In this episode, I’ll discuss two doses of ketamine for analgesia in the ED.
Low dose ketamine for analgesia is generally considered to be doses of 0.5 mg/kg IV or less. This dose is below the threshold that will cause dissociative anesthesia, and ketamine is considered to have a dose-dependent analgesic response at this level.
According to a systematic review and meta-analysis, the majority of studies using ketamine as analgesia in the ED focus on the 0.3 mg/kg IV dose. However, doses as low as 0.15 mg/kg IV have been used.
Researchers published recently in Academic Emergency Medicine a randomized, prospective, double‐blinded, non‐inferiority trial looking to compare the use of 0.3 vs 0.15 mg/kg IV ketamine for analgesia in the ED.

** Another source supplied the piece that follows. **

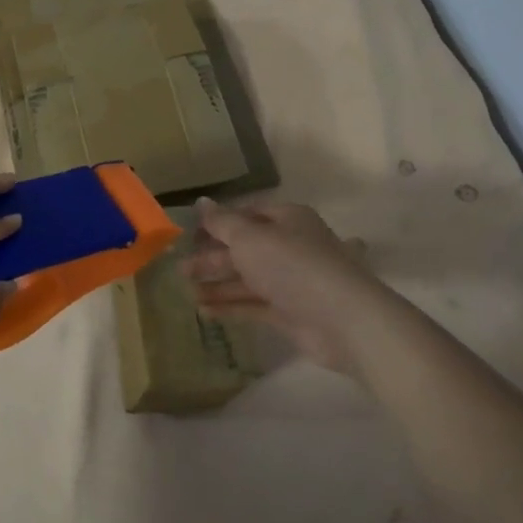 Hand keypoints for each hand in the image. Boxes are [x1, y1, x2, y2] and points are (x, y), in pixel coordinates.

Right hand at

They studied 49 patients age 18‐59 years presenting to the ED with acute moderate to severe pain. Patients were randomized to IV ketamine 0.15 mg/kg or 0.3 mg/kg given over 15 minutes.
The primary endpoint was the pain score between groups at 30 minutes.
The mean score at 30 minutes was 4.7 in the 0.15 mg/kg group and 5 in the 0.3 mg/kg group, and this met the trial’s criteria for non-inferiority.
The most frequent types of pain treated were abdominal and musculoskeletal pain, but there were also some patients with flank pain, back pain, and headache.
The authors concluded:
Based on these findings, a dose of 0.15mg/kg IV ketamine over 15 minutes should be considered over higher doses for
analgesia in the ED.
The main issue with low dose ketamine in the ED is logistics, because most studies use a 15-minute infusion to lower the side effect rate compared to injection, and this takes longer to prepare and deliver to the bedside compared to boluses of opioids given IV push.